> _Problem_
Should an entry contain an image, omit it and repeat the rest exactly.

Collected data:
'''

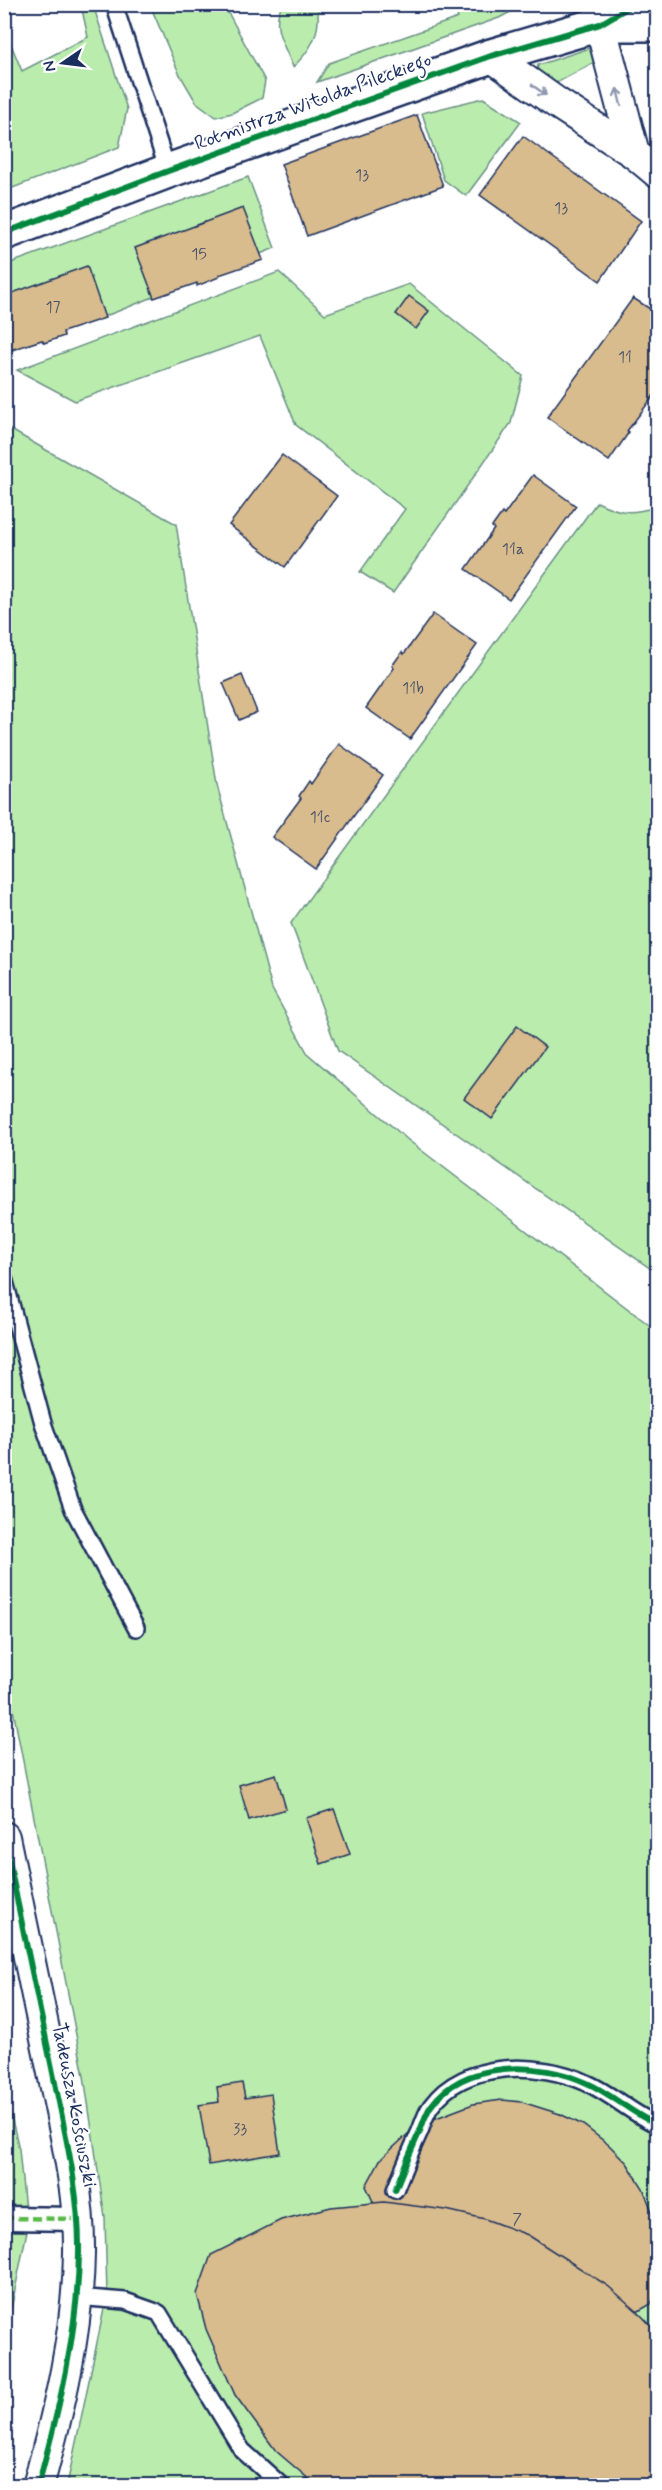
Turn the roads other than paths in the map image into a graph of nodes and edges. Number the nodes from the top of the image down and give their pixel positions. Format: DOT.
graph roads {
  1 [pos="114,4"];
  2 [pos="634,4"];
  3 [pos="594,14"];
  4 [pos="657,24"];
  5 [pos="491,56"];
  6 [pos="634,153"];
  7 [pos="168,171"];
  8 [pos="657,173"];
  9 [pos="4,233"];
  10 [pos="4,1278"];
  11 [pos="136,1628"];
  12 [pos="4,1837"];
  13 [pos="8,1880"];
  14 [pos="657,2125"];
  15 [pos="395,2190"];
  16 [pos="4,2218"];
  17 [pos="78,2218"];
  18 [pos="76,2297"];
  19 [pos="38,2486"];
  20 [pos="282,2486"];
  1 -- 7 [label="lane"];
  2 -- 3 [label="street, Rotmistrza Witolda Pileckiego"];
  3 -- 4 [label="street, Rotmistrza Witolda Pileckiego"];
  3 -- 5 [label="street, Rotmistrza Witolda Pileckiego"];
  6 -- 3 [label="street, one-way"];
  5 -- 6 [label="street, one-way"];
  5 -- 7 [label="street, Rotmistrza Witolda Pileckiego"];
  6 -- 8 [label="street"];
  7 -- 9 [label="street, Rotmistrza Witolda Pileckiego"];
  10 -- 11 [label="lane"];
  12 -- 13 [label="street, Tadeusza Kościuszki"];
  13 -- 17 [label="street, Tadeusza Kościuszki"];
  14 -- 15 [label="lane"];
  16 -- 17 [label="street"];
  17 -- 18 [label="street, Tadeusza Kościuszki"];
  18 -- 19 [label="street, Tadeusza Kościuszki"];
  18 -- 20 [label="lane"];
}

'''

> _Response box_
Turn the roads other than paths in the map image into a graph of nodes and edges. Number the nodes from the top of the image down and give their pixel positions. Format: DOT.
graph roads {
  1 [pos="114,4"];
  2 [pos="634,4"];
  3 [pos="594,14"];
  4 [pos="657,24"];
  5 [pos="491,56"];
  6 [pos="634,153"];
  7 [pos="168,171"];
  8 [pos="657,173"];
  9 [pos="4,233"];
  10 [pos="4,1278"];
  11 [pos="136,1628"];
  12 [pos="4,1837"];
  13 [pos="8,1880"];
  14 [pos="657,2125"];
  15 [pos="395,2190"];
  16 [pos="4,2218"];
  17 [pos="78,2218"];
  18 [pos="76,2297"];
  19 [pos="38,2486"];
  20 [pos="282,2486"];
  1 -- 7 [label="lane"];
  2 -- 3 [label="street, Rotmistrza Witolda Pileckiego"];
  3 -- 4 [label="street, Rotmistrza Witolda Pileckiego"];
  3 -- 5 [label="street, Rotmistrza Witolda Pileckiego"];
  6 -- 3 [label="street, one-way"];
  5 -- 6 [label="street, one-way"];
  5 -- 7 [label="street, Rotmistrza Witolda Pileckiego"];
  6 -- 8 [label="street"];
  7 -- 9 [label="street, Rotmistrza Witolda Pileckiego"];
  10 -- 11 [label="lane"];
  12 -- 13 [label="street, Tadeusza Kościuszki"];
  13 -- 17 [label="street, Tadeusza Kościuszki"];
  14 -- 15 [label="lane"];
  16 -- 17 [label="street"];
  17 -- 18 [label="street, Tadeusza Kościuszki"];
  18 -- 19 [label="street, Tadeusza Kościuszki"];
  18 -- 20 [label="lane"];
}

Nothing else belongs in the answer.